** Exercise input follows **
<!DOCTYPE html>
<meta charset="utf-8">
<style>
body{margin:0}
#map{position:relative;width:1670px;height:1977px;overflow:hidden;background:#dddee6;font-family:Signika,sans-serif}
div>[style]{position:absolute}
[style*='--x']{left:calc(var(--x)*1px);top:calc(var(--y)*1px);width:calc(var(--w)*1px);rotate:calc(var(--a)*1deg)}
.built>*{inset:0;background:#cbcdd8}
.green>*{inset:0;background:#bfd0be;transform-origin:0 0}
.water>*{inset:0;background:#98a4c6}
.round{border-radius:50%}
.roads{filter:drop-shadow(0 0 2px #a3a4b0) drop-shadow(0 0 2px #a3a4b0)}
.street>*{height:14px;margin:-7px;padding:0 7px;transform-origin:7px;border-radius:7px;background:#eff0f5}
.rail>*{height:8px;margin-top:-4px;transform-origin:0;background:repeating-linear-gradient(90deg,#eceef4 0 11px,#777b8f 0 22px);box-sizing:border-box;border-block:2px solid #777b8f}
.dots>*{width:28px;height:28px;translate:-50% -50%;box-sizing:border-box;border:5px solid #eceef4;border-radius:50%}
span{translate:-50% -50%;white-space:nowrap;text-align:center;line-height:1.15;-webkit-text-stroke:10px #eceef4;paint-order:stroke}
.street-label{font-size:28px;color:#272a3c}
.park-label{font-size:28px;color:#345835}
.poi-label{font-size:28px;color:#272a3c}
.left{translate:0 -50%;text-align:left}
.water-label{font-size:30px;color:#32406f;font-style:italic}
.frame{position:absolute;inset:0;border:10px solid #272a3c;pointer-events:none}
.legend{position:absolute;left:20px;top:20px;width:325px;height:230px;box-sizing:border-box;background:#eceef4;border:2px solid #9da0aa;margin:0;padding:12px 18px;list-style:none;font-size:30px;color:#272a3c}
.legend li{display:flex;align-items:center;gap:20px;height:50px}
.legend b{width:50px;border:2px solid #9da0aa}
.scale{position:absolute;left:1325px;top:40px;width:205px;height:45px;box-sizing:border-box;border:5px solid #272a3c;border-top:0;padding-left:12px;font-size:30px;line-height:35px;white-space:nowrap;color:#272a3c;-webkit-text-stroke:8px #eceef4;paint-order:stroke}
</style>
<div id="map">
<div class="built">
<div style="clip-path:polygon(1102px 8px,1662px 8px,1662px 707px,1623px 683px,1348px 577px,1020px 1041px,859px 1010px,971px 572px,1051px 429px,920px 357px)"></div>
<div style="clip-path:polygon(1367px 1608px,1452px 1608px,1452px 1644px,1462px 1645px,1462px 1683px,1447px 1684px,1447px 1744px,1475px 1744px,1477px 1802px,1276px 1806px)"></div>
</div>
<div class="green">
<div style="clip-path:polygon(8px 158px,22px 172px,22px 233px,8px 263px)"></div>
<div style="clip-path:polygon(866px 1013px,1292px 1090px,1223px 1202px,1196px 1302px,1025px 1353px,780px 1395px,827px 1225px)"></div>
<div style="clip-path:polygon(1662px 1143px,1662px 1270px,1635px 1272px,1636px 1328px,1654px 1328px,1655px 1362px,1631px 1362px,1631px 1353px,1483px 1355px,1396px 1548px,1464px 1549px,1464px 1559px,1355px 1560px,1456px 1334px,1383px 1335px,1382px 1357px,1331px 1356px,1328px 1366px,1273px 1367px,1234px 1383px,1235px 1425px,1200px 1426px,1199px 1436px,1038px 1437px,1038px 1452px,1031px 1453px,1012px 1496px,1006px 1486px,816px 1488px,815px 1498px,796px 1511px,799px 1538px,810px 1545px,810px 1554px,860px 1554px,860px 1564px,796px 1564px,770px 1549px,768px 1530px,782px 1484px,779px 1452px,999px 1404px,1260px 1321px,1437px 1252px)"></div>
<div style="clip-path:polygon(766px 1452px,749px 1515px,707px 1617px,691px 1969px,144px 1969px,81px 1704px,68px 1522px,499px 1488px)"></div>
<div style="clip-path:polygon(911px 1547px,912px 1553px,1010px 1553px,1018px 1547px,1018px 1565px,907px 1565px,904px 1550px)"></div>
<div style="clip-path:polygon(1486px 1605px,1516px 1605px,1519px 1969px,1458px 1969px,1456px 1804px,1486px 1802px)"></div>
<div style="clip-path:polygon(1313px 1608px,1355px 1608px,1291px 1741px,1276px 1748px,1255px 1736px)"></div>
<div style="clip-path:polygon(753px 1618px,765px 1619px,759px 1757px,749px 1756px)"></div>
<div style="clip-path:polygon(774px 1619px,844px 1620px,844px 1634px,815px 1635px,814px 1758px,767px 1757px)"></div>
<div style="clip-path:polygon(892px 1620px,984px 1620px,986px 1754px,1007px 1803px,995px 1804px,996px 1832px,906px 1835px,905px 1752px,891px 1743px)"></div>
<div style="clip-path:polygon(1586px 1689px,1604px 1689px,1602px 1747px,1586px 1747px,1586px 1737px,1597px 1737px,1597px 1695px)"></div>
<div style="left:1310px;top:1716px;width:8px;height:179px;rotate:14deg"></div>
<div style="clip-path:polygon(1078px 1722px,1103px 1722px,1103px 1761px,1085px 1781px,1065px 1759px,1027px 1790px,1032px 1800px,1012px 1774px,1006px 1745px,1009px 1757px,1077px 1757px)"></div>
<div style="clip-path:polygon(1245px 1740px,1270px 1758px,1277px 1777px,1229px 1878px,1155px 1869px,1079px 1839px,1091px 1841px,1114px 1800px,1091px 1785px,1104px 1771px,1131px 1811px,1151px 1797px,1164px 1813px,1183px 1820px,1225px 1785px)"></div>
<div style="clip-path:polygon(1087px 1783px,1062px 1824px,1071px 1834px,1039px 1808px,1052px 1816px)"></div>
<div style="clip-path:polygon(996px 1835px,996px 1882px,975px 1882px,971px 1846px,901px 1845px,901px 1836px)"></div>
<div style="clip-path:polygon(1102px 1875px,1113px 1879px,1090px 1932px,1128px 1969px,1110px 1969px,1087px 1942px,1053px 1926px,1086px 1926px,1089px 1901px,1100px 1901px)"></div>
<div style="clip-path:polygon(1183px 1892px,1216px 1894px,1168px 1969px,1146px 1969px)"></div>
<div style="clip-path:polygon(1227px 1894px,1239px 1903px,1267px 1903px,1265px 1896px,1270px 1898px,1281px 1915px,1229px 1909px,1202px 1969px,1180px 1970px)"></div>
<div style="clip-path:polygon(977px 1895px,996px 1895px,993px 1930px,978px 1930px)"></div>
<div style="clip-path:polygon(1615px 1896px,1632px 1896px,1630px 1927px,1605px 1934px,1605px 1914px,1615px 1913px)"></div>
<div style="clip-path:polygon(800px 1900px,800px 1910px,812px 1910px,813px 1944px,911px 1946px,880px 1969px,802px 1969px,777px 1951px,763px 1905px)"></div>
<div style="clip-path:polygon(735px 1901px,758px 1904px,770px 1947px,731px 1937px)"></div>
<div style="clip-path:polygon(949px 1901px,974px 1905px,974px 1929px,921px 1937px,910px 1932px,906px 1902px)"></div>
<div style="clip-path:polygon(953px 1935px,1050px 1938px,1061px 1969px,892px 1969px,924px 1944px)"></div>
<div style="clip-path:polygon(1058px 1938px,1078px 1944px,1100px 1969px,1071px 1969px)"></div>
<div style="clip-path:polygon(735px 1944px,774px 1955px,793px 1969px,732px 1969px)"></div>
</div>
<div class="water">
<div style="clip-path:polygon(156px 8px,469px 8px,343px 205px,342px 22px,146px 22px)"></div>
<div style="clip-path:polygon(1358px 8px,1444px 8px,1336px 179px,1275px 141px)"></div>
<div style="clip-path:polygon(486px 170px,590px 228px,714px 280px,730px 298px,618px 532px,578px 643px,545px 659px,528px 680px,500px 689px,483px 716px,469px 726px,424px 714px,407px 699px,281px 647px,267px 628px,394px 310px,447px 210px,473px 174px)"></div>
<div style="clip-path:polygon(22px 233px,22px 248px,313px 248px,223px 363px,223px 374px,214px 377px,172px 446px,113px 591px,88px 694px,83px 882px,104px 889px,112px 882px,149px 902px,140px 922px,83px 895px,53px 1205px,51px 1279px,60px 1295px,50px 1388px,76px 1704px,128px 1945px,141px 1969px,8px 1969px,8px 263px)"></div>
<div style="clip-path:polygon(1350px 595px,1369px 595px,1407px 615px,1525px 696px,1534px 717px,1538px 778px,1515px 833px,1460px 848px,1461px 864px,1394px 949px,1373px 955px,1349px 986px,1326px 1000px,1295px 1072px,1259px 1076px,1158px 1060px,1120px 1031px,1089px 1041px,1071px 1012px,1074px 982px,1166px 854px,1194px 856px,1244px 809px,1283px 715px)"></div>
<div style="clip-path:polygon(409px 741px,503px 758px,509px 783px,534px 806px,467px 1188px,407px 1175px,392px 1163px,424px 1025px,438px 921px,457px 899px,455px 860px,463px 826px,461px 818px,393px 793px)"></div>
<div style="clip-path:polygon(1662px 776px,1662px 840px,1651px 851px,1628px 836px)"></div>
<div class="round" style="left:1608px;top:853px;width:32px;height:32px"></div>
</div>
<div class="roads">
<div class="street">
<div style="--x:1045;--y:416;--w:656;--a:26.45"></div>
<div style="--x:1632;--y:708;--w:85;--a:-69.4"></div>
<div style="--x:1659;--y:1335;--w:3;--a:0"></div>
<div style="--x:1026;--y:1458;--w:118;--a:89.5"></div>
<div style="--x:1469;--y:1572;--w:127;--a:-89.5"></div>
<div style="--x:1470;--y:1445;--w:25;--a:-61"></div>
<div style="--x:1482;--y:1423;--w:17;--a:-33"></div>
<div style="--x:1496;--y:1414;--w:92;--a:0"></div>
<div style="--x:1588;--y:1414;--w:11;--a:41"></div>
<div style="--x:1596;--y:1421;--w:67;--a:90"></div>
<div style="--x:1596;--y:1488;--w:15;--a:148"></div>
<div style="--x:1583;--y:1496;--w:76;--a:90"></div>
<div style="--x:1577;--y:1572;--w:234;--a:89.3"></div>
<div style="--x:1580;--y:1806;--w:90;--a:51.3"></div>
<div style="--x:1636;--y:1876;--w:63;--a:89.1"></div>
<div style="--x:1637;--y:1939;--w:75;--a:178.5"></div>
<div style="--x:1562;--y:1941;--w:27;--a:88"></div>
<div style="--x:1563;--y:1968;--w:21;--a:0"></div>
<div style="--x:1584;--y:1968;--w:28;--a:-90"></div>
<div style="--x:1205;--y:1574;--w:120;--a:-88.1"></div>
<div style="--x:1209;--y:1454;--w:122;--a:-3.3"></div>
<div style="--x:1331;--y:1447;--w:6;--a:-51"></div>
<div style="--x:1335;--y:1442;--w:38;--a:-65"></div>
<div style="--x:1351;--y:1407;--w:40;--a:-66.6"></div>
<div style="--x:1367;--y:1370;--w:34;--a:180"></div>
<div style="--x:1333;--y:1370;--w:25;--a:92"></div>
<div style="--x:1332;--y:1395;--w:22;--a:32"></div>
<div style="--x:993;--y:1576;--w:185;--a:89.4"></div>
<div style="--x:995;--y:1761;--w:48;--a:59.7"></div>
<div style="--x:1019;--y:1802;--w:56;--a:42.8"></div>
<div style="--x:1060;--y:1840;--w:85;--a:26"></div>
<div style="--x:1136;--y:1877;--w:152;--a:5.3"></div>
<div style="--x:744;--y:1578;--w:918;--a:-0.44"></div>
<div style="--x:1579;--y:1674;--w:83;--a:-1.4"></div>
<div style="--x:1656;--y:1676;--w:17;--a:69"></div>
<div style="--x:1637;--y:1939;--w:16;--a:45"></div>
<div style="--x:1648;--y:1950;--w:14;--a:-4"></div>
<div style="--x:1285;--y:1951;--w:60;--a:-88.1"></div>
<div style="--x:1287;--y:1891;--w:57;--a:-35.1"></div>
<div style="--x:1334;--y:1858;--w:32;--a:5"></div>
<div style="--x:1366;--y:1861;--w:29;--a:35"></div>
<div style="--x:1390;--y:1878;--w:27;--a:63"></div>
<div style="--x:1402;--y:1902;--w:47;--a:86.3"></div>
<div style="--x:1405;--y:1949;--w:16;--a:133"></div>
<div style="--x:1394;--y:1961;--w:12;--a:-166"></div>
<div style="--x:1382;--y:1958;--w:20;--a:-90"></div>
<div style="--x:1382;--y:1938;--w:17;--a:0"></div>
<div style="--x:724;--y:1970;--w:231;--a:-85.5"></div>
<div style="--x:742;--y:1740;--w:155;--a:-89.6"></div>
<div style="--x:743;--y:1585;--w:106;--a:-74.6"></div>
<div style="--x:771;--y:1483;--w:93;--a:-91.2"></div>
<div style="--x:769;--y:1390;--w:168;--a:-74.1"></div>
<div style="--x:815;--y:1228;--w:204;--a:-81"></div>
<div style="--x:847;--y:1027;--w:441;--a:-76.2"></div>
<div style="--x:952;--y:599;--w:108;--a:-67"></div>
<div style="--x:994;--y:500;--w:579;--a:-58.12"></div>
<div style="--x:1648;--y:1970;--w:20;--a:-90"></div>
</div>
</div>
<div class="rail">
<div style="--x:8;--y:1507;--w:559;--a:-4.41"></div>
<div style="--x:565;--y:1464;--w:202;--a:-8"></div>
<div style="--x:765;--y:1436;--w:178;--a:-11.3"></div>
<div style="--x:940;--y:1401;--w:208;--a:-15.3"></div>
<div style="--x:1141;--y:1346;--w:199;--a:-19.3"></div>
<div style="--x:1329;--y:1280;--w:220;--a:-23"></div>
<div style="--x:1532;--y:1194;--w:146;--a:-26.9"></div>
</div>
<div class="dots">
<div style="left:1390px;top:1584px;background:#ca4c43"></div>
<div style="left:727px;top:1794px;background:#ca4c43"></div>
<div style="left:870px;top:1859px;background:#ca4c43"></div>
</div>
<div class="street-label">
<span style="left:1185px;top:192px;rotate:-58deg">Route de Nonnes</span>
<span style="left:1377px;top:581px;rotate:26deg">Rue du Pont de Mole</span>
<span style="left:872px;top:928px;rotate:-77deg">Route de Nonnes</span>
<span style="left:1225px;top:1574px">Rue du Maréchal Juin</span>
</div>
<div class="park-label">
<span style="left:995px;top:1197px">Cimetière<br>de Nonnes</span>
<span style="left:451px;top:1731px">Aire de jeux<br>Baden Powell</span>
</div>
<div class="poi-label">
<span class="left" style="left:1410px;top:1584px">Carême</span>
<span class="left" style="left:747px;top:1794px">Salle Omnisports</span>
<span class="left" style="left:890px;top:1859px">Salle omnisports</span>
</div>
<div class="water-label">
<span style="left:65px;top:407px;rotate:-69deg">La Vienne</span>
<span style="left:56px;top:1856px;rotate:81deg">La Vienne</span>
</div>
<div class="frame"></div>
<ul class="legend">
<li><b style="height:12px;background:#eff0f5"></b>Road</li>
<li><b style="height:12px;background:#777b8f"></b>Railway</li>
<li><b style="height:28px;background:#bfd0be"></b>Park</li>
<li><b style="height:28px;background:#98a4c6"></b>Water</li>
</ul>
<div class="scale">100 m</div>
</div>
** End of Exercise input **
Required action:
Wherever a line holds the word "green", copy that line out of the entries above.

Written reply:
.green>*{inset:0;background:#bfd0be;transform-origin:0 0}
<div class="green">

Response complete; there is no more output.